Task brief: As an exercise, transcribe the data below in full and exactly, omitting pictures.

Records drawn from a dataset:
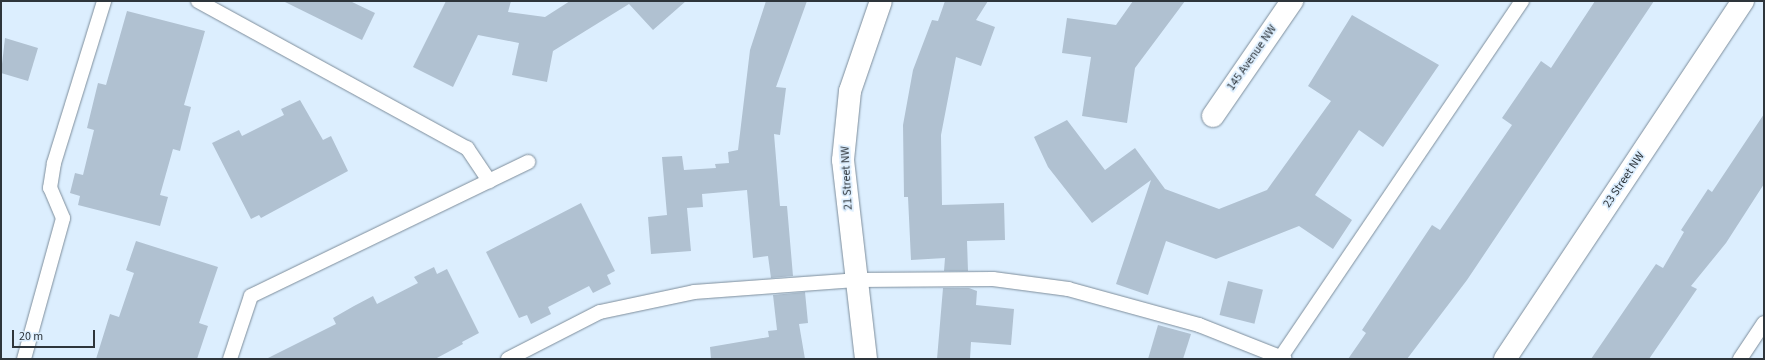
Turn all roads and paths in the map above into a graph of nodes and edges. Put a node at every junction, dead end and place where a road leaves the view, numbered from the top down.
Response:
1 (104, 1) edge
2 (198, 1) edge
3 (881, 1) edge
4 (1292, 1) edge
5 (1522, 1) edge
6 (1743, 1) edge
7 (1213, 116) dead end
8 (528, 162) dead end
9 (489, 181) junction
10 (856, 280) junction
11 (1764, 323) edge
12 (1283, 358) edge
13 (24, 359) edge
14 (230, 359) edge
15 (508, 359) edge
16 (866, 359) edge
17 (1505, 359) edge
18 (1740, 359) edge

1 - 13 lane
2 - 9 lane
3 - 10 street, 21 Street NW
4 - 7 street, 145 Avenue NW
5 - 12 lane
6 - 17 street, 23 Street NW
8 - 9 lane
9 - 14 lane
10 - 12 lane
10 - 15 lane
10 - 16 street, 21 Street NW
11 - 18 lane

Exercise result:
Turn all roads and paths in the map above into a graph of nodes and edges. Put a node at every junction, dead end and place where a road leaves the view, numbered from the top down.
Response:
1 (104, 1) edge
2 (198, 1) edge
3 (881, 1) edge
4 (1292, 1) edge
5 (1522, 1) edge
6 (1743, 1) edge
7 (1213, 116) dead end
8 (528, 162) dead end
9 (489, 181) junction
10 (856, 280) junction
11 (1764, 323) edge
12 (1283, 358) edge
13 (24, 359) edge
14 (230, 359) edge
15 (508, 359) edge
16 (866, 359) edge
17 (1505, 359) edge
18 (1740, 359) edge

1 - 13 lane
2 - 9 lane
3 - 10 street, 21 Street NW
4 - 7 street, 145 Avenue NW
5 - 12 lane
6 - 17 street, 23 Street NW
8 - 9 lane
9 - 14 lane
10 - 12 lane
10 - 15 lane
10 - 16 street, 21 Street NW
11 - 18 lane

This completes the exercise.